Dataset entries:

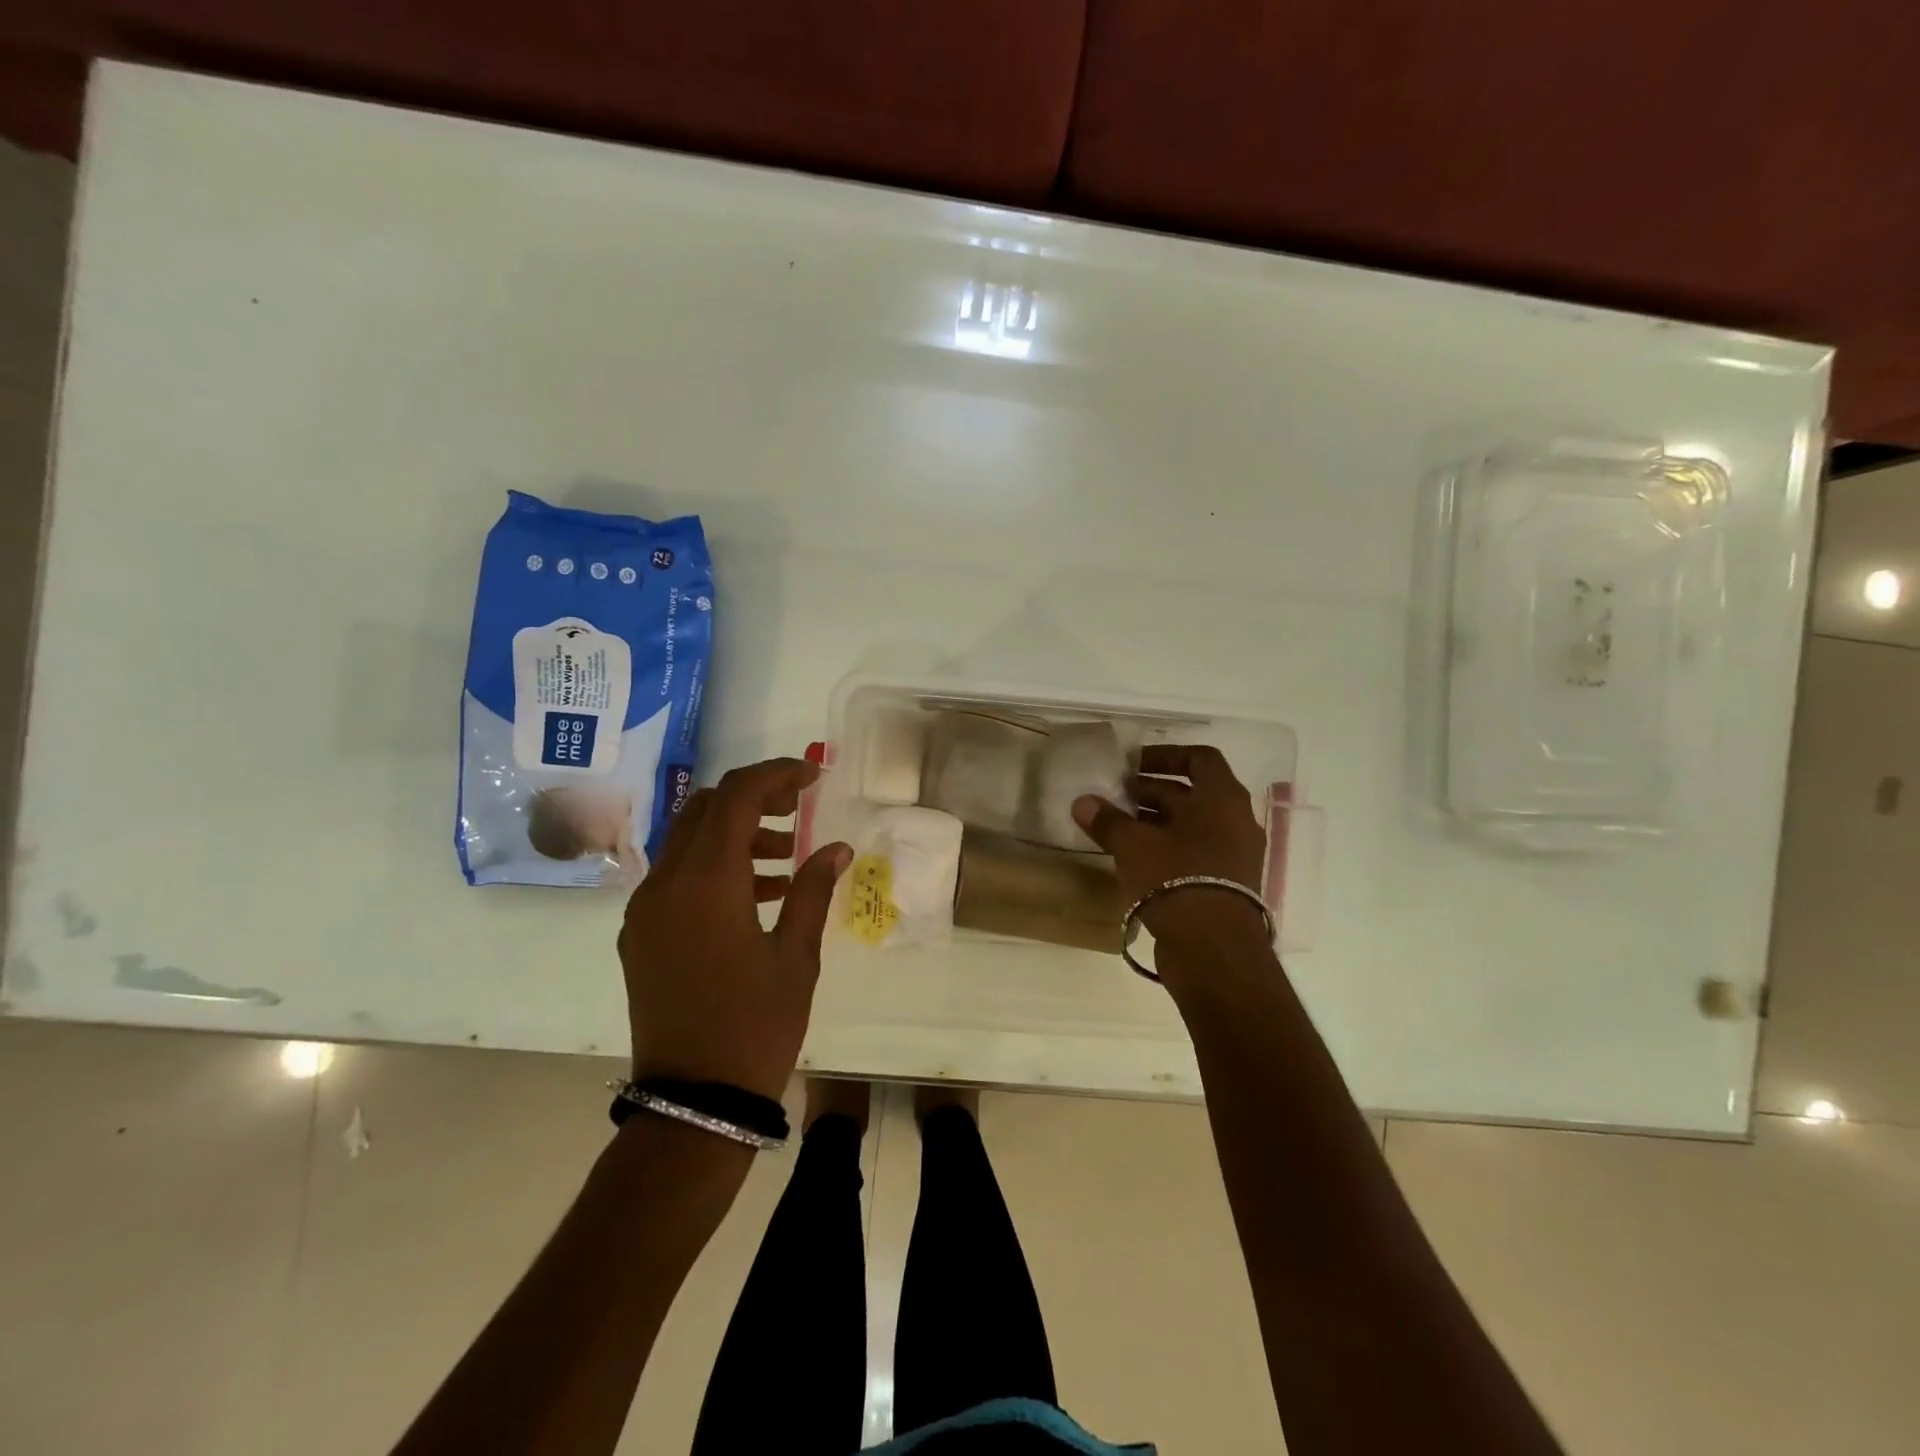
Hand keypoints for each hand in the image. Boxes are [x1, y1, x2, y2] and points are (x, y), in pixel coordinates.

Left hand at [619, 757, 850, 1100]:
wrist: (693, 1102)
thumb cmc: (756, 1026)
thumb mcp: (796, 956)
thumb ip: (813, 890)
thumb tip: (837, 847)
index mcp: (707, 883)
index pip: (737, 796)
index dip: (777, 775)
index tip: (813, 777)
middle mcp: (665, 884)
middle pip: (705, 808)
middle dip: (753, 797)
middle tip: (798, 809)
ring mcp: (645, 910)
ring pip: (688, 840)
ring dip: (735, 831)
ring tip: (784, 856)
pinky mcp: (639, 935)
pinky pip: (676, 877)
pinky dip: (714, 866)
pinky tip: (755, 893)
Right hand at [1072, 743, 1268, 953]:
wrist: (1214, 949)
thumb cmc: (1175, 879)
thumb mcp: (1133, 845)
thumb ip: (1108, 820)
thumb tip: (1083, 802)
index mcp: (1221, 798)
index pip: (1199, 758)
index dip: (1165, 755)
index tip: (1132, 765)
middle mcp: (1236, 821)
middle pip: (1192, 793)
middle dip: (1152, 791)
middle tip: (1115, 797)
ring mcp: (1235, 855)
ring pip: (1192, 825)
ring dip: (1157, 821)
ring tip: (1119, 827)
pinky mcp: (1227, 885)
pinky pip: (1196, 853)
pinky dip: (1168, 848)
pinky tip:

### Work item
Repeat the entries above exactly as written, but not their pictures.

### Response
Hand keypoints for each hand in the image. Boxes are [x1, y1, x2, y2] and points are (x, y), in pixel coordinates.

Left hand at [619, 757, 850, 1100]:
wrist: (693, 1102)
thumb cmc: (756, 1026)
thumb mcp: (796, 956)
thumb ip: (813, 890)
thumb tip: (837, 847)
index mcp: (707, 883)
index pip: (737, 796)
index dip: (777, 775)
index tip: (813, 777)
middle mcp: (665, 884)
middle pip: (705, 808)
middle dip: (753, 797)
middle tip: (798, 809)
ring mcp: (645, 910)
ring pip: (688, 840)
ring dip: (735, 831)
ring tip: (784, 856)
pinky mcp: (639, 935)
pinky pip: (676, 877)
pinky dip: (714, 866)
pinky tip: (755, 893)
Right hand at [1072, 743, 1268, 953]:
wrist: (1214, 949)
thumb cmc: (1175, 879)
thumb mcp: (1133, 845)
thumb ip: (1108, 820)
thumb tip: (1083, 802)
index mcp: (1221, 798)
index pip: (1199, 758)
index dip: (1165, 755)
index tip: (1132, 765)
middle mcp: (1236, 821)
middle pip: (1192, 793)
middle dip: (1152, 791)
middle tip: (1115, 797)
ring mcp: (1235, 855)
ring pip: (1192, 825)
ring dip: (1157, 821)
ring tip: (1119, 827)
pinky mcp: (1227, 885)
pinky pip: (1196, 853)
pinky dip: (1168, 848)
pinky tip:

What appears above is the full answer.